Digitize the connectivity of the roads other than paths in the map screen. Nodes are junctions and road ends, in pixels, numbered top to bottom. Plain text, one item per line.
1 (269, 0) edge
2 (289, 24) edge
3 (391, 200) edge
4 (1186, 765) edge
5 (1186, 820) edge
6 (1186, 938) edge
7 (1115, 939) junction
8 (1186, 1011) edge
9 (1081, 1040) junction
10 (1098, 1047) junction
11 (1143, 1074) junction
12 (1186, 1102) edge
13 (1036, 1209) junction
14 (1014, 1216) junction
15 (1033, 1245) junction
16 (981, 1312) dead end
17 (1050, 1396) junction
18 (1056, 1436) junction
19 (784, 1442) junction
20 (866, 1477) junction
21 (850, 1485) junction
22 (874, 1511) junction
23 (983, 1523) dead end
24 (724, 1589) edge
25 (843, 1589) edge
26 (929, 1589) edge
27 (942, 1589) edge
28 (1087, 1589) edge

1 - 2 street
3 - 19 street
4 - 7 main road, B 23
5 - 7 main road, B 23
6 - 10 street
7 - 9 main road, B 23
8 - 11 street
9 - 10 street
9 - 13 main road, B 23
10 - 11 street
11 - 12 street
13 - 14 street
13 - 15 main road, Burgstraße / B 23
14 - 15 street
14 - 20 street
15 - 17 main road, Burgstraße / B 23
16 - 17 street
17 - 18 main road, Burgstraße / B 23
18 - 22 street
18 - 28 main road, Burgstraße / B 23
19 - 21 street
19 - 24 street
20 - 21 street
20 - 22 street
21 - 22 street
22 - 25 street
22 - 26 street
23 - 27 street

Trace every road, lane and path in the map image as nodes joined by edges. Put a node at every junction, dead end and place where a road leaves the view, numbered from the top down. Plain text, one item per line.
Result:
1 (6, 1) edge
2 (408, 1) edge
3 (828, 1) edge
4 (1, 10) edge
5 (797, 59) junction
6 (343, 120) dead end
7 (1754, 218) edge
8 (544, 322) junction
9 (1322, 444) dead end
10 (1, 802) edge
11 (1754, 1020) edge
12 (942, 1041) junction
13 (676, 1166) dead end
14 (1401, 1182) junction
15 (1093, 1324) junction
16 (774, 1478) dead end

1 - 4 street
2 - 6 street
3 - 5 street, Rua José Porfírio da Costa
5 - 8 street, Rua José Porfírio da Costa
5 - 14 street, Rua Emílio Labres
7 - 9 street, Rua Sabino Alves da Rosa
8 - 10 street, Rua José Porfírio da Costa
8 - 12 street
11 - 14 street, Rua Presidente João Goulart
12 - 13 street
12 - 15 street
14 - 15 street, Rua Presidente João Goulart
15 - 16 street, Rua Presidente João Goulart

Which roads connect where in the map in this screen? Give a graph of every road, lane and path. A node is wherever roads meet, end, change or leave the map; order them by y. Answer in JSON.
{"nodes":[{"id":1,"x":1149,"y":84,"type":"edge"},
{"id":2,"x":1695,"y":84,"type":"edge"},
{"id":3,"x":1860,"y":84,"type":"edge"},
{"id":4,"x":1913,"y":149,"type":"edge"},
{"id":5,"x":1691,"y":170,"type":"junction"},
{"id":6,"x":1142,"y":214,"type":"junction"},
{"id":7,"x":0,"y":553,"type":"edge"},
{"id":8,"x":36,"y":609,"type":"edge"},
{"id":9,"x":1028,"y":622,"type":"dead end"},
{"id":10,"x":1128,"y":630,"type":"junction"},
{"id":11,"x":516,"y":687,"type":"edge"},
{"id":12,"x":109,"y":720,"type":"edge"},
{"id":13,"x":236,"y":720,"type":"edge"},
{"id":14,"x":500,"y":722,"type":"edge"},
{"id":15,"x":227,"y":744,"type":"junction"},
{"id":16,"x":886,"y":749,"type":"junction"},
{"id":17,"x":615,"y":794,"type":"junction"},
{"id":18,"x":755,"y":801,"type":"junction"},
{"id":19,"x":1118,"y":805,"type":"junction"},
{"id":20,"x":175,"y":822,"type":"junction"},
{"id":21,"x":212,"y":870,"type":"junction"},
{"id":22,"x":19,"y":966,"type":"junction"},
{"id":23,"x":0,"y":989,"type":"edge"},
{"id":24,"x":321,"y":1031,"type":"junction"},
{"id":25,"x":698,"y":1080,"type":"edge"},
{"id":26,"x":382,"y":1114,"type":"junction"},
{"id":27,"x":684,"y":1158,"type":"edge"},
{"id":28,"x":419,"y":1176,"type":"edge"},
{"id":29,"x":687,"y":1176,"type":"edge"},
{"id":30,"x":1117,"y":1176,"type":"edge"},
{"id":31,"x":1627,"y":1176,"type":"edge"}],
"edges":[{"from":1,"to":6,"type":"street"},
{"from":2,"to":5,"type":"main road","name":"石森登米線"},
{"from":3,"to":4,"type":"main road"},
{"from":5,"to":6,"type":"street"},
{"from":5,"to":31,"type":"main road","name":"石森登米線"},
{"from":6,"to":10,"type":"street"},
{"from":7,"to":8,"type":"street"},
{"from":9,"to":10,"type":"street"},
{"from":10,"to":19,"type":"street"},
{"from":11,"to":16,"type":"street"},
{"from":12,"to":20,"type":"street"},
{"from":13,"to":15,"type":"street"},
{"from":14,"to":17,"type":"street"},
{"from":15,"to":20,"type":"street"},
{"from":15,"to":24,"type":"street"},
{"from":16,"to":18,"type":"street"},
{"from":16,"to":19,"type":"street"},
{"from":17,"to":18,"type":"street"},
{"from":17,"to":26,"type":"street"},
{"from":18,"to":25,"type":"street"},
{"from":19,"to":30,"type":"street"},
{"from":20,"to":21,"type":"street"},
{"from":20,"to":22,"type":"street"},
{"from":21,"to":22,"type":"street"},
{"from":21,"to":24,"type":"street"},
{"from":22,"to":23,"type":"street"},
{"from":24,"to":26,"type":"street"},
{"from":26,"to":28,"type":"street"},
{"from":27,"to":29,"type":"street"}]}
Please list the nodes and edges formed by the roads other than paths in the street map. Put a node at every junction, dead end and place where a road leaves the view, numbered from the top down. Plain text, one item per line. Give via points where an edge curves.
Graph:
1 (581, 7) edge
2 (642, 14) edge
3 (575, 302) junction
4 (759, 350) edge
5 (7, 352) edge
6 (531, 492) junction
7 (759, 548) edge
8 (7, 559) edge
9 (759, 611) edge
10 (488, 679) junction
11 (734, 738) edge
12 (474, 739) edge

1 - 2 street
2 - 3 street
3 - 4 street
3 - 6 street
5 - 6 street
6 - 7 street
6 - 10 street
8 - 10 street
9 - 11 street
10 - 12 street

------

Your task: Line count for the word "paths": state how many lines of the listing hold it, and give only that number.

Response to the exercise: 2